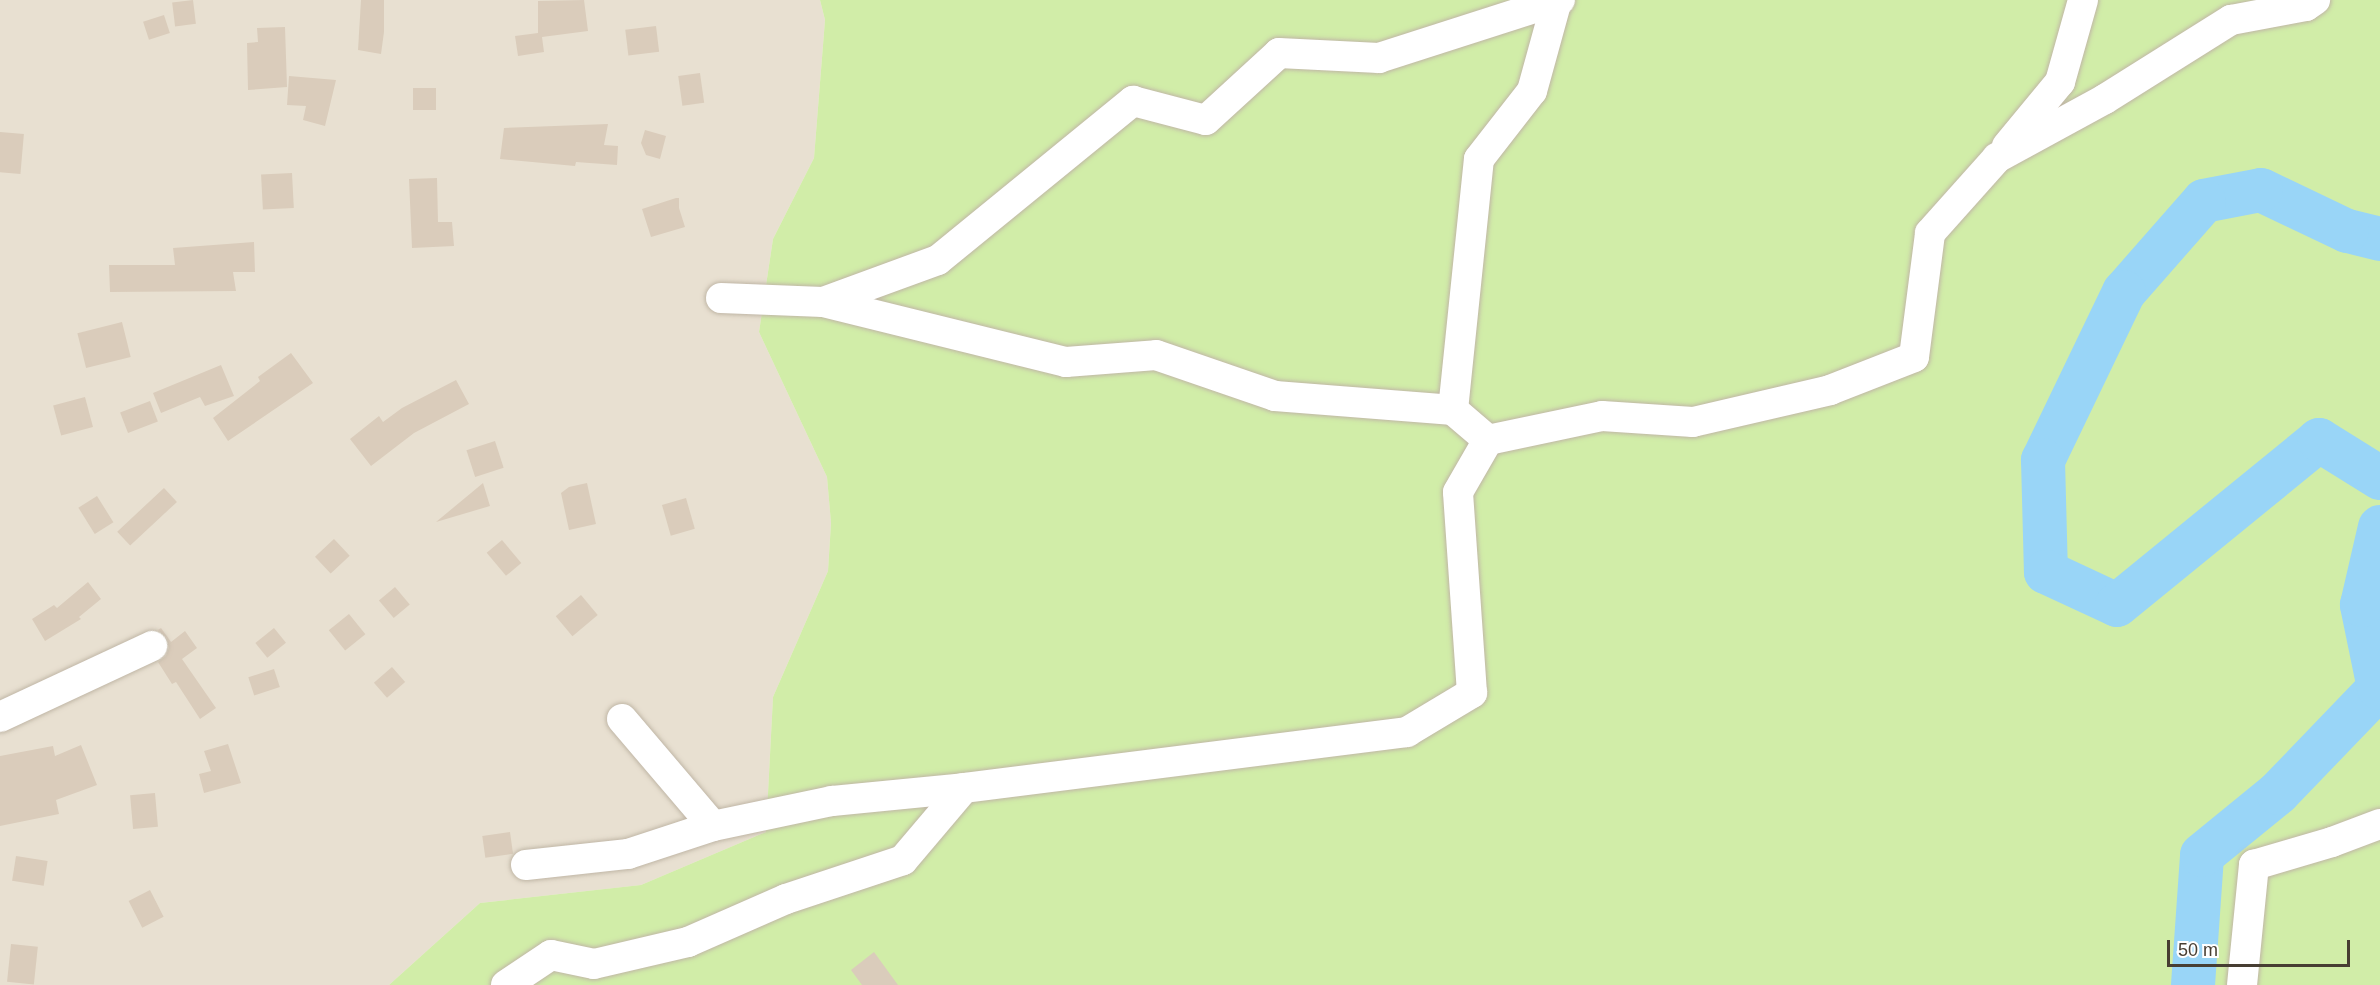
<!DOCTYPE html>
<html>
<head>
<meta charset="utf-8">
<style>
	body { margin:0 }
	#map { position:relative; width:2380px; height:985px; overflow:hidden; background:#f4eee4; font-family:Helvetica,sans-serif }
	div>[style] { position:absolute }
	.residential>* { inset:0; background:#e8e0d1 }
	.green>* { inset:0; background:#d1eda8 }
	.river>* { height:44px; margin:-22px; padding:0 22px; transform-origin:22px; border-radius:22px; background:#99d5f7 }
	.building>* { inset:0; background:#daccbb; transform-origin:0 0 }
	.roads { filter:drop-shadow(0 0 2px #c0b6a6) drop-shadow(0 0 2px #c0b6a6) }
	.minor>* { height:30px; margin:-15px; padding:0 15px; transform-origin:15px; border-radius:15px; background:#fff }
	span { translate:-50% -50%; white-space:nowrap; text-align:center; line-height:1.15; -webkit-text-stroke:4.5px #fff; paint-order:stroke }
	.scale { position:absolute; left:2167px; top:940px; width:183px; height:27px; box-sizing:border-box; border:3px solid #473e33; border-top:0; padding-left:8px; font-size:18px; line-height:21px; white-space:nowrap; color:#473e33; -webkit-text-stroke:4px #fff; paint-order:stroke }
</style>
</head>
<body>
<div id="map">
	<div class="residential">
		<div style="clip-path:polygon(0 0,820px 0,825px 20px,814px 158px,773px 239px,759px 332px,827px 477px,831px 523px,828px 571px,773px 697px,766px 832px,641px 885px,480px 903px,389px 985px,0 985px)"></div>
	</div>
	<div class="green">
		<div style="clip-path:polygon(820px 0,2380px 0,2380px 985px,389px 985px,480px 903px,641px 885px,766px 832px,773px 697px,828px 571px,831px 523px,827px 477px,759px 332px,773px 239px,814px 158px,825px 20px)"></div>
	</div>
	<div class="river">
		<div style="left:2380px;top:239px;width:34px;rotate:-166deg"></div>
		<div style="left:2347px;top:231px;width:95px;rotate:-154.5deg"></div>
		<div style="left:2261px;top:190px;width:58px;rotate:169.1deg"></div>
		<div style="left:2204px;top:201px;width:121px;rotate:131.3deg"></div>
		<div style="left:2124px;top:292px;width:187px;rotate:115.7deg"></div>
		<div style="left:2043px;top:460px;width:112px;rotate:88.5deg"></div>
		<div style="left:2046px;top:572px;width:78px;rotate:24.9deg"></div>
		<div style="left:2117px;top:605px;width:261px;rotate:-39.2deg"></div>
		<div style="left:2319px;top:440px;width:72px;rotate:31.9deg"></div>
		<div style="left:2193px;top:985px;width:130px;rotate:-86deg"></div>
		<div style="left:2202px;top:855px;width:98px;rotate:-39.2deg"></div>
		<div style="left:2278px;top:793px;width:146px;rotate:-46.1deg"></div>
		<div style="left:2379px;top:688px;width:85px;rotate:-101.6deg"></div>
		<div style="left:2362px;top:605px;width:80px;rotate:-77deg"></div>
	</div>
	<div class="building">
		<div style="left:193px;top:0;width:24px;height:21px;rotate:83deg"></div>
		<div style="clip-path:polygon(361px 0,384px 0,384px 32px,381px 54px,358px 50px)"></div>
		<div style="clip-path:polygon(584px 0,588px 31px,542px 37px,544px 52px,518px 56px,515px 36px,538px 33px,538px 1px)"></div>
		<div style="left:164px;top:15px;width:19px;height:22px;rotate:72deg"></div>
		<div style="left:656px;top:26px;width:26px;height:31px;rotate:83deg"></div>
		<div style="clip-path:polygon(285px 27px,287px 87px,248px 90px,247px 43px,258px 42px,257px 28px)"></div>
		<div style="left:700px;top:73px;width:30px;height:22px;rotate:82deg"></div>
		<div style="clip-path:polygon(289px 76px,336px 80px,325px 126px,303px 120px,306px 106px,287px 105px)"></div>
		<div style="left:413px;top:88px;width:23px;height:22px"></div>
		<div style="clip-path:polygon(608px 124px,604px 145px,618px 146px,617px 165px,576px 162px,575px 166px,500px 159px,504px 128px)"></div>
		<div style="clip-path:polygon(645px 130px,666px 136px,660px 159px,646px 155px,641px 143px)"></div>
		<div style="left:0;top:132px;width:24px;height:40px;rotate:5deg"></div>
		<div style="left:292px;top:173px;width:35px;height:31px;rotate:87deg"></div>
		<div style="clip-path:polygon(437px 178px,438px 222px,452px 222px,454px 246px,412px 248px,409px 179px)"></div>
		<div style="clip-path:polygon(676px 198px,679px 198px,679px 208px,685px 227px,651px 237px,642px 209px)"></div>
		<div style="clip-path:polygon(254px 242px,255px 272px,233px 272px,236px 291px,110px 292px,109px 265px,175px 265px,173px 248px)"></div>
		<div style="left:122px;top:322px;width:36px;height:46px;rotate:76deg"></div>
		<div style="clip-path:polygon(291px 353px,313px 383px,228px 441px,213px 418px,260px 381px,258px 377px)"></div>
		<div style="clip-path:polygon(221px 365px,234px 396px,205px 406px,200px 397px,161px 413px,153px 393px)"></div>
		<div style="clip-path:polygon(456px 380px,469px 404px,414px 433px,371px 466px,350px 439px,379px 416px,383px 422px,402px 408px)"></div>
		<div style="left:85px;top:397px;width:31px;height:33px;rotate:75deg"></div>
		<div style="left:150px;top:401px;width:22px;height:32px;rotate:69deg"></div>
		<div style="left:495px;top:441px;width:28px;height:30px;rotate:72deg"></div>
		<div style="clip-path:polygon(483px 483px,490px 506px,436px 522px,471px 493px)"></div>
		<div style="clip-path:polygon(587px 483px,596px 524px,569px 530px,561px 493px,569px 487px)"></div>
		<div style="left:164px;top:488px;width:19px;height:64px;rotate:47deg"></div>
		<div style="left:97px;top:496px;width:31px;height:22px;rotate:58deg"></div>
		<div style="left:686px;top:498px;width:32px;height:25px;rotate:74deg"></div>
		<div style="left:334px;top:539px;width:23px;height:26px;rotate:47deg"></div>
		<div style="left:502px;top:540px;width:30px;height:20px;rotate:50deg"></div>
		<div style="clip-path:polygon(88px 582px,101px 599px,79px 617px,81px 619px,45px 641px,32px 619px,54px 605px,57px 608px)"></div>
		<div style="left:395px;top:587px;width:23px;height:21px;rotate:50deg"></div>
		<div style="left:581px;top:595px;width:26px;height:33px;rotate:50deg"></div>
		<div style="left:349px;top:614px;width:26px;height:26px;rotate:51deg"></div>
		<div style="clip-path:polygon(161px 628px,171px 642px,185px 631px,197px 648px,182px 659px,216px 708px,200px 719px,176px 682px,172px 684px,158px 662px,166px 656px,169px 648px,167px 638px,158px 630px)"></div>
		<div style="left:274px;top:628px;width:19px;height:24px;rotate:51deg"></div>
		<div style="left:392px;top:667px;width:20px;height:24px;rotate:49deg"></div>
		<div style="left:274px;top:669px;width:19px;height:27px;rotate:72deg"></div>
		<div style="clip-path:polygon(228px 744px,241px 783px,204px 793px,199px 774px,211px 771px,204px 751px)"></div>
		<div style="clip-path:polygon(81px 745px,97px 785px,56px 800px,59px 814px,0 826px,0 756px,53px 746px,55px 756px)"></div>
		<div style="left:155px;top:793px;width:34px;height:25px;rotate:85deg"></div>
		<div style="left:510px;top:832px;width:22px;height:28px;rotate:82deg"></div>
		<div style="left:16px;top:856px;width:32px;height:25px;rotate:9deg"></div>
		<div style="left:150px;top:890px;width:30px;height:24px;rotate:63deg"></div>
		<div style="left:11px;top:944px;width:27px;height:38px;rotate:6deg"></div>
		<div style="clip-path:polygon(874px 952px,898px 985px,862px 985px,851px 970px)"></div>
	</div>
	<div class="roads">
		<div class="minor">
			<div style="left:2007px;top:146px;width:83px;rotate:-50.4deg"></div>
			<div style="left:2060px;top:82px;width:85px;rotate:-74.3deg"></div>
			<div style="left:721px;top:298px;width:102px;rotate:2.2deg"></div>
			<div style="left:823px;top:302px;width:122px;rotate:-20.1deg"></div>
			<div style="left:938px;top:260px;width:252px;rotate:-39.2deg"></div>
			<div style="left:1133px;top:101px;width:75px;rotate:14.6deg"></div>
			<div style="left:1206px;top:120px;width:99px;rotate:-42.5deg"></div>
			<div style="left:1279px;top:53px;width:100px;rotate:2.9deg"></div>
			<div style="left:1379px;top:58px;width:190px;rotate:-17.8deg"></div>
			<div style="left:823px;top:302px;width:250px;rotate:13.9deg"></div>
			<div style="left:1066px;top:362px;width:90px;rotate:-4.4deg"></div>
			<div style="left:1156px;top:355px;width:126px;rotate:19deg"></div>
			<div style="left:1275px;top:396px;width:179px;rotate:4.5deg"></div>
			<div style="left:1453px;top:410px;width:46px;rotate:40.6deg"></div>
			<div style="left:1453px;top:410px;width:252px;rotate:-84.1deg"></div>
			<div style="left:1479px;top:159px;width:86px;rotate:-52.1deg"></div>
			<div style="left:1532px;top:91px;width:94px;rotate:-74.6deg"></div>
			<div style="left:0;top:717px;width:168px;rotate:-25deg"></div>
			<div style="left:622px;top:719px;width:140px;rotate:49.6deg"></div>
			<div style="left:713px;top:826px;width:122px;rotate:-11.9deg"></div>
			<div style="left:832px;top:801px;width:133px;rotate:-5.6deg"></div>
			<div style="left:526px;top:865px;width:103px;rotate:-6.2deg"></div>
			<div style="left:628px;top:854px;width:89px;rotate:-18.2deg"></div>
			<div style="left:506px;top:985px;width:54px;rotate:-33.7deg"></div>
			<div style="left:551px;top:955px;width:44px;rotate:11.8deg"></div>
			<div style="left:594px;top:964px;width:97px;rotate:-13.2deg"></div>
			<div style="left:688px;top:942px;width:107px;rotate:-23.7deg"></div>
			<div style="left:786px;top:899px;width:123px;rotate:-18.4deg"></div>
			<div style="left:903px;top:860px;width:94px;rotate:-49.7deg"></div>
			<div style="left:964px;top:788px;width:447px;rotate:-7.2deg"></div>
			<div style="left:1407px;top:732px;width:76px;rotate:-31deg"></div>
			<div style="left:1472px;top:693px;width:201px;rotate:-94deg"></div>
			<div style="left:1458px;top:492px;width:60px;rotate:-60deg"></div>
			<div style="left:1488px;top:440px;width:116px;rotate:-11.9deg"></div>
			<div style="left:1602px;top:416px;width:91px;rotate:3.8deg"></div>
			<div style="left:1693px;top:422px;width:141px;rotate:-13.1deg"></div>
			<div style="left:1830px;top:390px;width:90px;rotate:-21.4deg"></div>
			<div style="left:1914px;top:357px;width:125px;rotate:-82.6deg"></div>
			<div style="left:1930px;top:233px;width:101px;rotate:-48.2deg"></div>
			<div style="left:1997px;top:158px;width:123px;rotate:-28.6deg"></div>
			<div style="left:2105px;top:99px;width:149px;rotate:-32.1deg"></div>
			<div style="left:2231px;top:20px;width:76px;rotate:-10.6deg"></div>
			<div style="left:2306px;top:6px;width:11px;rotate:-34deg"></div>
			<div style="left:2242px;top:985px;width:121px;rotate:-84.3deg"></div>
			<div style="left:2254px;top:865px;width:81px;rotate:-16.4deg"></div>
			<div style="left:2332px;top:842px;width:51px;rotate:-20.6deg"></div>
		</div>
	</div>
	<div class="scale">50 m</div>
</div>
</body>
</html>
= = = = =
# [Work order]
Identify all lines in the records above with the word "scale".

# [Response to the exercise]
	.scale { position:absolute; left:2167px; top:940px; width:183px; height:27px; box-sizing:border-box; border:3px solid #473e33; border-top:0; padding-left:8px; font-size:18px; line-height:21px; white-space:nowrap; color:#473e33; -webkit-text-stroke:4px #fff; paint-order:stroke }
	<div class="scale">50 m</div>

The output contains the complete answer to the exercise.